Internationale Fachgesellschaft hat von heute an ihren Sitz in Berlin

90 Jahre lang kam die Weltvereinigung der Mathematiker (IMU) ohne feste Adresse aus. Der Verein, der mit der Fields-Medaille eine Art Nobelpreis für Mathematiker vergibt, wurde fast ausschließlich von der ehrenamtlichen Arbeit in mittlerweile 70 Ländern getragen. Doch die Aufgaben wurden immer mehr, so dass man beschloss, ein zentrales Büro einzurichten. In einem spannenden Finale setzte sich schließlich Berlin gegen die Bewerber Rio de Janeiro und Toronto durch. Heute wird das Büro am Gendarmenmarkt eröffnet. Es ist dem Weierstraß-Institut für Angewandte Analysis und Stochastik (WIAS) angegliedert.

„Die zentrale Lage hat bei der Entscheidung sicher eine Rolle gespielt“, sagt Alexander Mielke, der am WIAS forscht und künftig auch das Büro leiten wird. Inmitten der Stadt, gut zu erreichen – das konnten die anderen Kandidaten nicht bieten. Vor allem aber bot Berlin feste Stellen für fünf Mitarbeiter, unbefristet. Die Gehälter sind in dem 500 000-Euro-Budget enthalten, das jährlich vom Bund und dem Land Berlin aufgebracht wird. Normalerweise sei es fast unmöglich, so eine Unterstützung zu bekommen, sagt Mielke. Die Berliner Mathematiker hatten aber darauf hingewiesen, dass alle bedeutenden internationalen Fachgesellschaften längst ihren festen Sitz haben: aufgrund der Geschichte des 20. Jahrhunderts jedoch ausnahmslos im Ausland. „Das war eine einmalige Chance für Deutschland“, meint Mielke.

Die Mühe hat sich gelohnt, Berlin erhielt den Zuschlag. Vielleicht auch deshalb, weil im August 2010 Martin Grötschel als Generalsekretär der IMU im Amt bestätigt wurde. Der kommt nämlich ebenfalls aus Berlin.
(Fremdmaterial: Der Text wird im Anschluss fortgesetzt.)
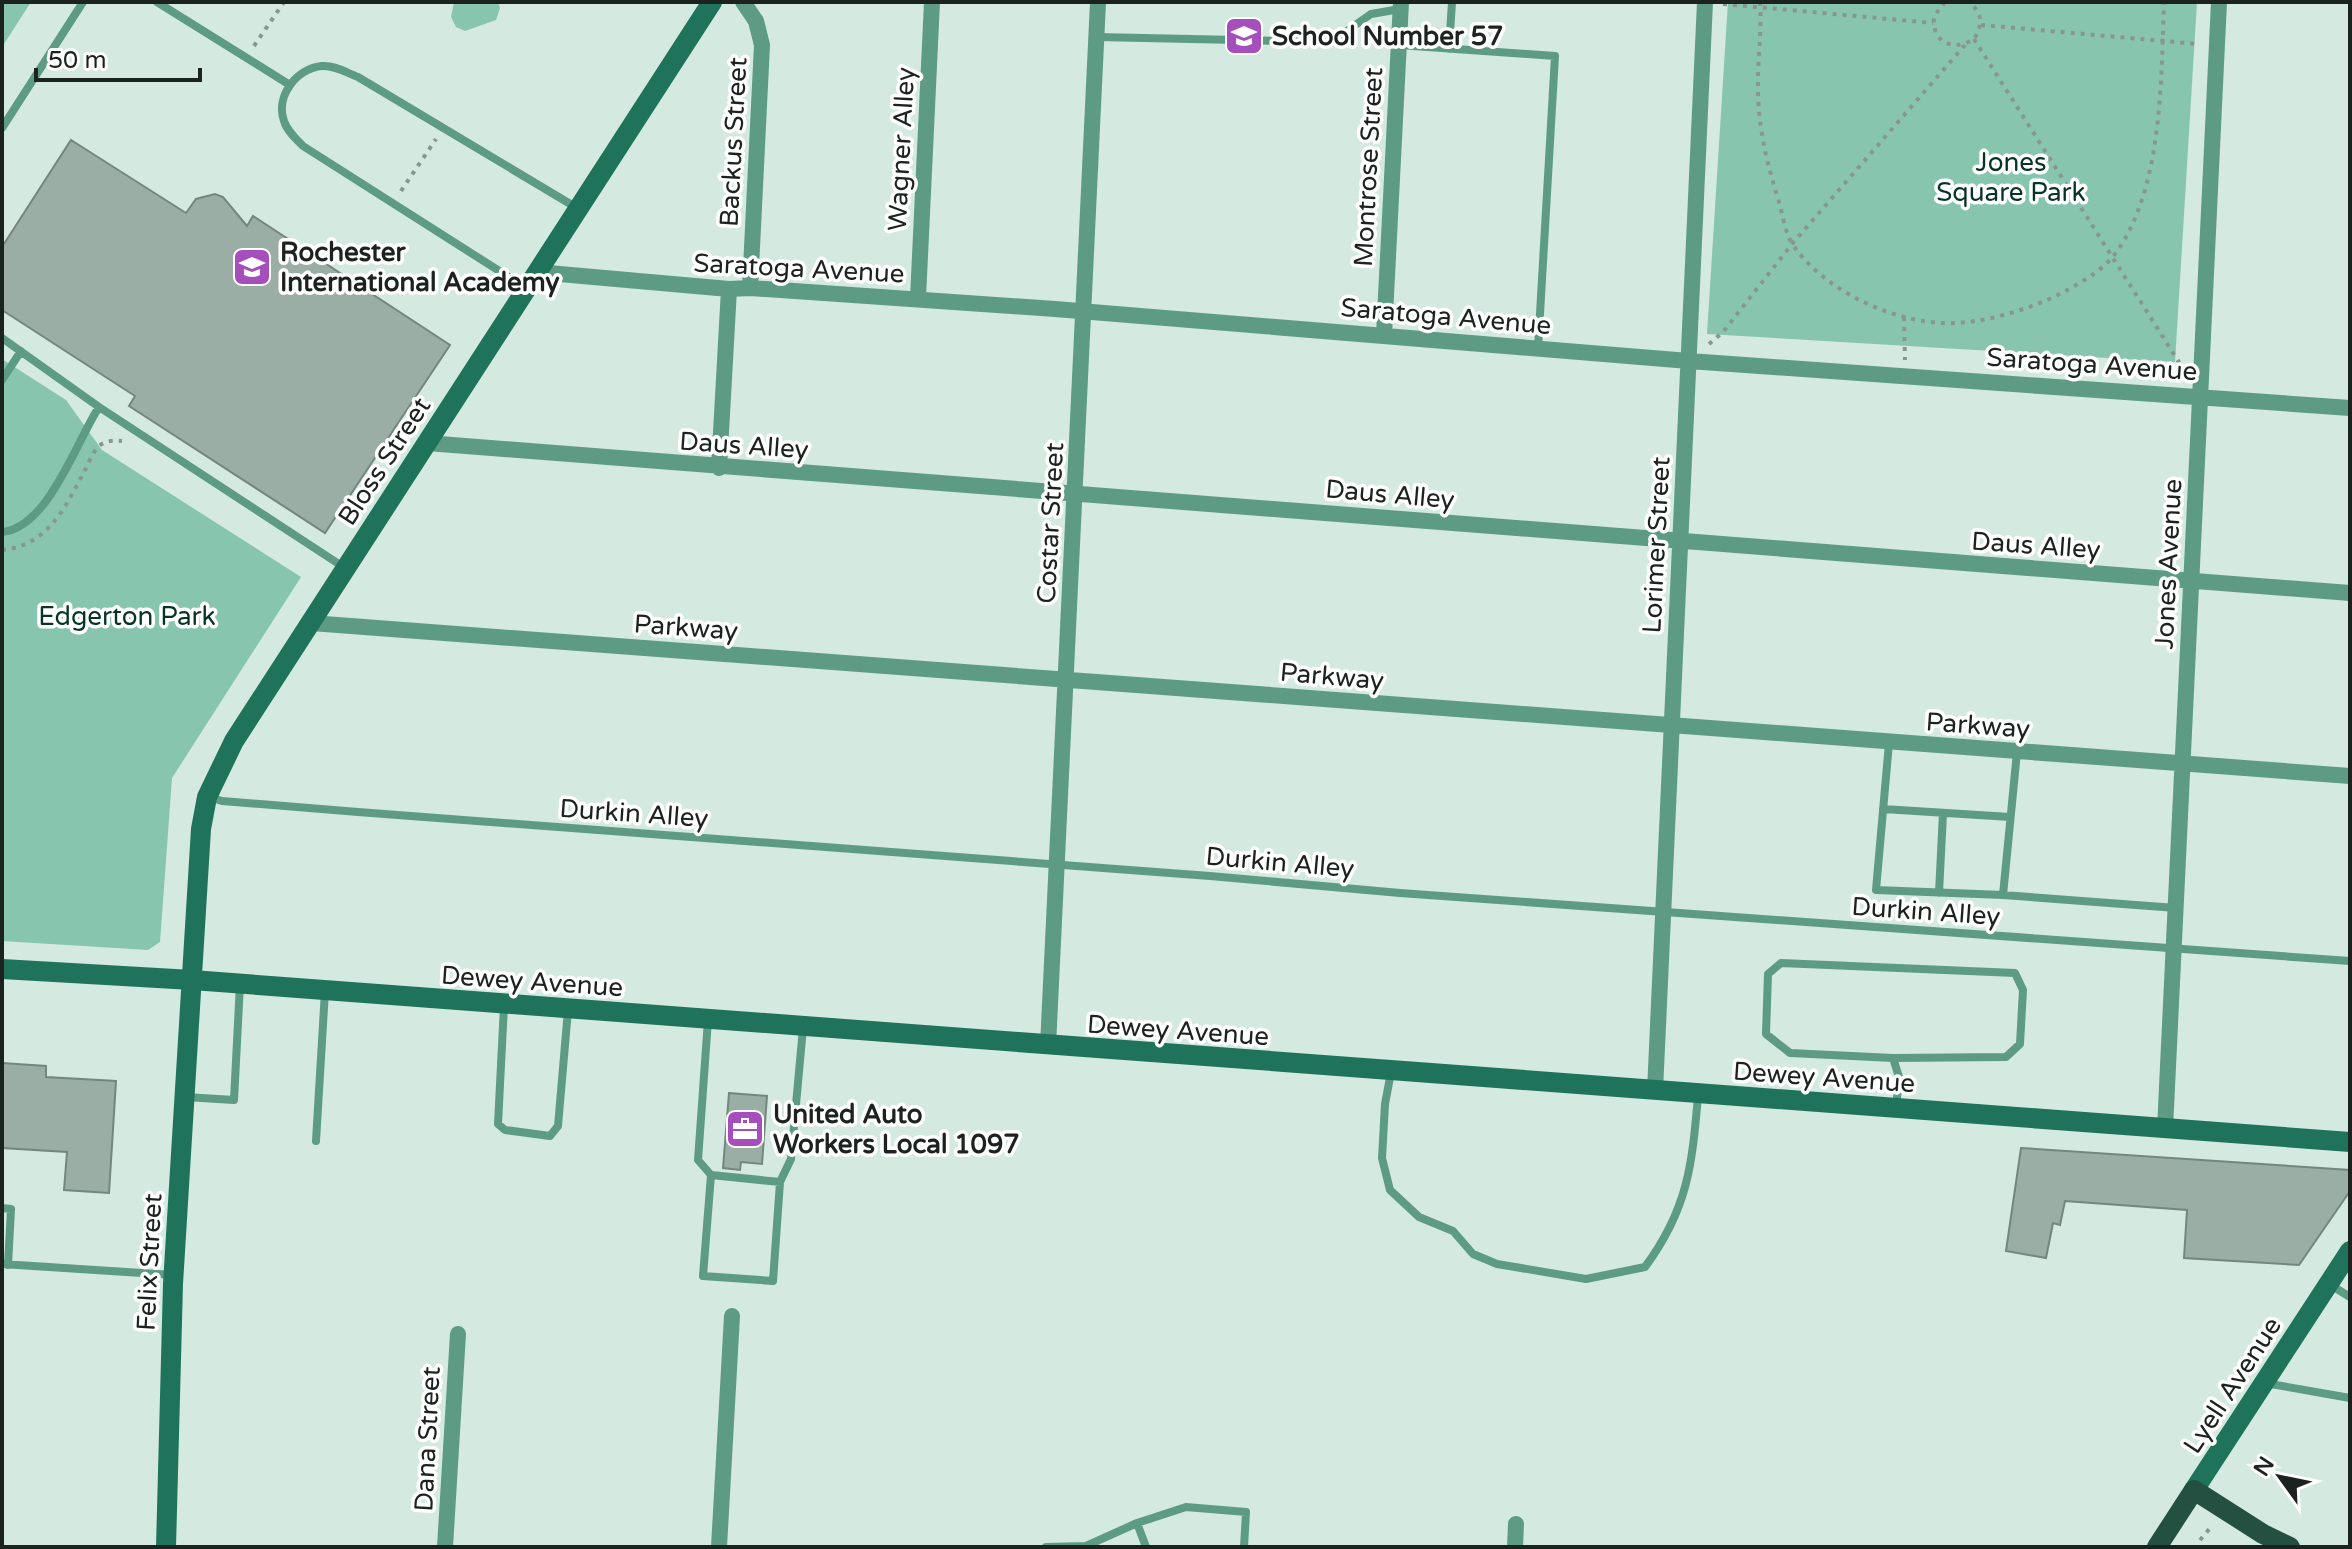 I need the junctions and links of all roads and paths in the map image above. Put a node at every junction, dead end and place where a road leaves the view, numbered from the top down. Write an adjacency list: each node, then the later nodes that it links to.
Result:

Zu den Aufgaben des Büros zählt etwa die Mitgliederbetreuung. Bemerkenswert ist, dass der IMU nur Staaten beitreten können, vorausgesetzt, sie haben mindestens vier promovierte Mathematiker, erläutert Mielke. Das ist nicht überall der Fall. Hauptziel ist es, die Mathematik sichtbarer zu machen, vor allem in Entwicklungsländern. Dazu gehöre etwa ein Programm, das mit einer Million Euro aus der Einstein-Stiftung Wissenschaftlern den Gastaufenthalt in Berlin ermöglicht. Mielke will nun über das Büro weitere Unterstützer gewinnen.„Eine Idee ist, künftig auch Sommerschulen für Master- oder Promotionsstudenten direkt in den Entwicklungsländern anzubieten.“

Viele Aufgaben werden die eigens angestellten Mitarbeiter übernehmen. Schließlich hat Mielke bereits am WIAS genug zu tun. Dort, drei Etagen über dem Hausvogteiplatz, erforschen er und seine Kollegen wie man mit Hilfe von Differentialgleichungen Probleme von Werkstoffforschern lösen kann. Die Mathematiker entwickeln beispielsweise Modelle, um zu beschreiben, wie Ladungsträger sich in Solarzellen bewegen. Solche Simulationen helfen, die Zellen zu verbessern. Viele aufwendige und zeitraubende Experimente werden damit überflüssig.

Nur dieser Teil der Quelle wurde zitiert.